Building a profession


At the beginning of the 20th century, the population of England and Wales was 32.5 million.

There were 16,000 practising solicitors.

The present population of 52 million requires almost 90,000 practising solicitors.

It was estimated that the practising bar a century ago consisted of between 660 and 1,450 barristers out of a total of 4,000 who had been called.

Although the numbers, working circumstances and social origins of lawyers in the first quarter of the last century differed considerably from their 21st century equivalents, their concerns were surprisingly similar.

Money as always was a topic of importance.

An overcrowded profession

Money, or the lack of it, restricted entry to the law in 1903.

Articled clerks were required to pay premiums to their training principals of several hundred pounds, stamp duty of 80 on articles (at a time when average industrial earnings were 60 a year), received no salary during articles of up to five years' duration, and once qualified were subject to annual certificate duty of 6 to 9.

To put this further in context, Harold Kay of Blackpool, a solicitor's clerk, managed to save 120 from his Army pay during the First World War so that he could enter into articles on his return; 80 of that went in stamp duty.

The Law Society, first legally constituted as the Law Institution in 1825, accepted the high rates of stamp duty on articles after 1870 as one way of limiting entrance to a profession regarded by many as overcrowded, and instituted examinations in 1836 in an attempt to prevent unqualified people from holding themselves out as attorneys.

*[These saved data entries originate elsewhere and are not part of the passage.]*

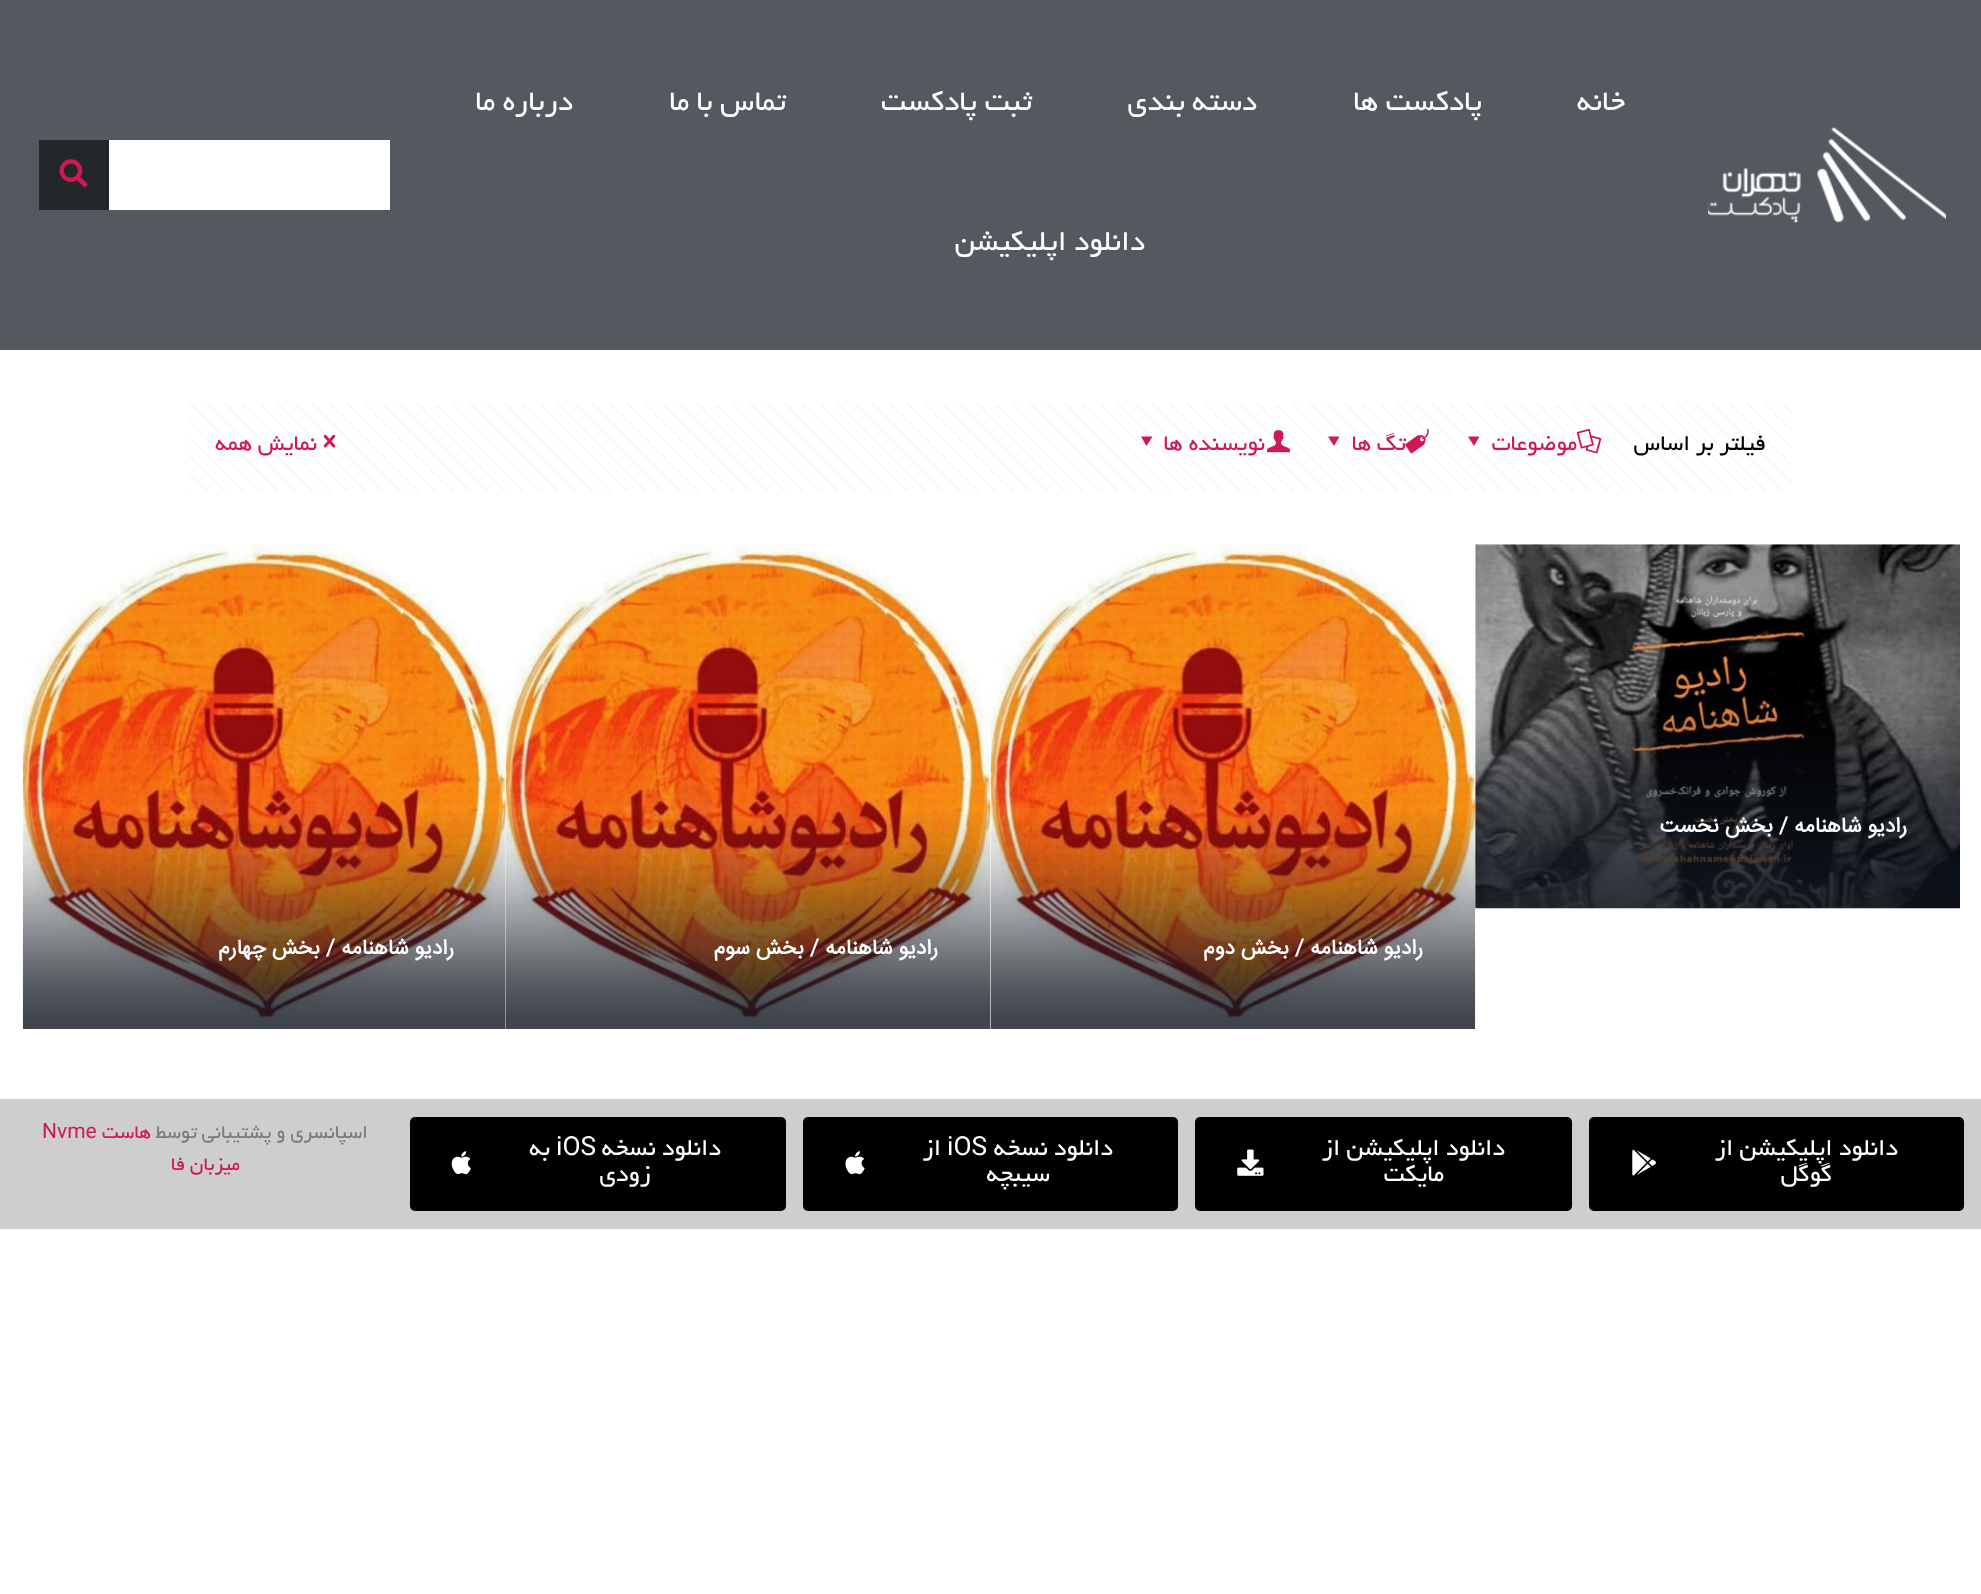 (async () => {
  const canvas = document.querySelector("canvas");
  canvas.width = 1981;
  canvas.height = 1594;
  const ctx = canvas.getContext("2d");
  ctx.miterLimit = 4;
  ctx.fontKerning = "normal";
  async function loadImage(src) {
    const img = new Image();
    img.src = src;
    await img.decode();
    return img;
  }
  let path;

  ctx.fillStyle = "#ffffff";
  ctx.fillRect(0, 0, 1981, 1594);
  ctx.fillStyle = "#54595f";
  ctx.fillRect(0, 0, 1981, 350);
  ctx.drawImage(await loadImage("img/1.png"), 1708, 127, 238, 96);
  ctx.fillStyle = "#ffffff";
  ctx.fillRect(109, 140, 281, 70);
  ctx.fillStyle = "#24272a";
  ctx.fillRect(39, 140, 70, 70);
  ctx.drawImage(await loadImage("img/2.png"), 59, 159, 29, 29);
  ctx.drawImage(await loadImage("img/3.png"), 189, 403, 1603, 89);
  ctx.drawImage(await loadImage("img/4.png"), 1576, 428, 26, 26);
  ctx.fillStyle = "#d01855";
  path = new Path2D("M1479.5 436.5L1474 446L1468 436.5Z");
  ctx.fill(path);
  ctx.drawImage(await loadImage("img/5.png"), 1405, 428, 24, 26);
  path = new Path2D("M1339.5 436.5L1334 446L1328 436.5Z");
  ctx.fill(path);
  ctx.drawImage(await loadImage("img/6.png"), 1267, 430, 24, 23);
  path = new Path2D("M1152.5 436.5L1146.5 446L1141 436.5Z");
  ctx.fill(path);
  ctx.drawImage(await loadImage("img/7.png"), 323, 434, 13, 14);
  ctx.drawImage(await loadImage("img/8.png"), 1475, 544, 485, 365);
  ctx.drawImage(await loadImage("img/9.png"), 1475, 693, 485, 216);
  ctx.drawImage(await loadImage("img/10.png"), 990, 544, 486, 481);
  ctx.drawImage(await loadImage("img/11.png"), 990, 814, 486, 215);
  ctx.drawImage(await loadImage("img/12.png"), 505, 544, 486, 485);
  ctx.drawImage(await loadImage("img/13.png"), 505, 814, 486, 215);
  ctx.drawImage(await loadImage("img/14.png"), 22, 544, 484, 485);
  ctx.drawImage(await loadImage("img/15.png"), 22, 814, 484, 215);
  ctx.fillStyle = "#cecece";
  ctx.fillRect(0, 1099, 1981, 130);
  ctx.fillStyle = "#000000";
  ctx.beginPath();
  ctx.roundRect(1589, 1117, 375, 94, 5);
  ctx.fill();
  ctx.drawImage(await loadImage("img/16.png"), 1632, 1149, 24, 27);
  ctx.beginPath();
  ctx.roundRect(1195, 1117, 377, 94, 5);
  ctx.fill();
  ctx.drawImage(await loadImage("img/17.png"), 1237, 1149, 27, 27);
  ctx.beginPath();
  ctx.roundRect(803, 1117, 375, 94, 5);
  ctx.fill();
  ctx.drawImage(await loadImage("img/18.png"), 845, 1151, 20, 24);
  ctx.beginPath();
  ctx.roundRect(410, 1117, 376, 94, 5);
  ctx.fill();
  ctx.drawImage(await loadImage("img/19.png"), 451, 1151, 20, 24);
  ctx.direction = "rtl";
  ctx.font = "31.5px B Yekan";
  ctx.fillStyle = "#ffffff";
  for (const [text, x, y] of [
    ["خانه", 1625, 110],
    ["پادکست ها", 1482, 110],
    ["دسته بندی", 1257, 110],
    ["ثبت پادکست", 1032, 110],
    ["تماس با ما", 786, 110],
    ["درباره ما", 573, 110],
    ["دانلود اپلیکیشن", 1145, 250],
  ]) {
    ctx.fillText(text, x, y);
  }
  ctx.font = "24.5px B Yekan";
  ctx.fillStyle = "#000000";
  ctx.fillText("فیلتر بر اساس", 1766, 450);
  ctx.fillStyle = "#d01855";
  for (const [text, x, y] of [
    ["موضوعات", 1577, 450],
    ["تگ ها", 1406, 450],
    ["نویسنده ها", 1265, 450],
    ["نمایش همه", 317, 450],
  ]) {
    ctx.fillText(text, x, y);
  }
  ctx.font = "bold 21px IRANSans";
  ctx.fillStyle = "#ffffff";
  for (const [text, x, y] of [
    ["رادیو شاهنامه / بخش نخست", 1907, 832],
    ["رادیو شاهنامه / بخش دوم", 1423, 954],
    ["رادیو شاهنامه / بخش سوم", 938, 954],
    ["رادیو شاهنامه / بخش چهارم", 454, 954],
  ]) {
    ctx.fillText(text, x, y);
  }
  ctx.font = "26.25px B Yekan";
  for (const [text, x, y] of [
    ["دانلود اپلیکیشن از", 1898, 1155],
    ["گوگل", 1832, 1181],
    ["دانلود اپلیکیشن از", 1505, 1155],
    ["مایکت", 1444, 1181],
    ["دانلود نسخه", 1113, 1155],
  ]) {
    ctx.fillText(text, x, y);
  }
  ctx.direction = "ltr";
  ctx.font = "26.25px Roboto";
  ctx.fillText("iOS", 947, 1155);
  ctx.direction = "rtl";
  ctx.font = "26.25px B Yekan";
  for (const [text, x, y] of [
    ["از", 941, 1155],
    ["سیبچه", 1050, 1181],
    ["دانلود نسخه", 721, 1155],
  ]) {
    ctx.fillText(text, x, y);
  }
  ctx.direction = "ltr";
  ctx.font = "26.25px Roboto";
  ctx.fillText("iOS", 556, 1155);
  ctx.direction = "rtl";
  ctx.font = "26.25px B Yekan";
  ctx.fillText("به", 550, 1155);
  ctx.fillText("زودی", 651, 1181);
  ctx.font = "21px B Yekan";
  ctx.fillStyle = "#7a7a7a";
  ctx.fillText("اسپانسری و پشتیبانی توسط", 368, 1138);
  ctx.fillStyle = "#d01855";
  ctx.fillText("هاست", 151, 1138);
  ctx.direction = "ltr";
  ctx.font = "21px Roboto";
  ctx.fillText("Nvme", 42, 1138);
  ctx.direction = "rtl";
  ctx.font = "21px B Yekan";
  ctx.fillText("میزبان فا", 240, 1170);
})();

The Solicitors Act 1860 further refined the system into a preliminary examination including Latin before articles, an intermediate examination half-way through articles and a finals examination on completion of articles.

Otherwise, Society supervision was rudimentary.

Writing in the Gazette in 1960, Francis Pitt-Rivers, admitted in 1912, commented that, 'so long as one's principal was content to take one, nobody else bothered much about it, and the articled clerk had little or no contact with the Law Society beyond making sure that his articles were duly registered'.

But gradually the Society's attitude became more rigorous and the Solicitors Act 1922 made the attendance of articled clerks (now trainee solicitors) at a recognised law school compulsory for one year on a part-time basis with exemption for 'ten-year men' (managing clerks with ten years' service).

The solicitor's office and staff

Despite the availability of typewriters, conveyances in the early decades of the 20th century were still laboriously drafted in a good copperplate hand, and not until 1919 did the Society draw its members' attention to the convenience of sending carbon copies of drafts to other solicitors.

The amount of legislation was not large, case reports tended to be short and pithy, and a legal library of 20 books was perceived as adequate.

Office hours were long.

Most offices, particularly in London, opened from 9am to 8pm.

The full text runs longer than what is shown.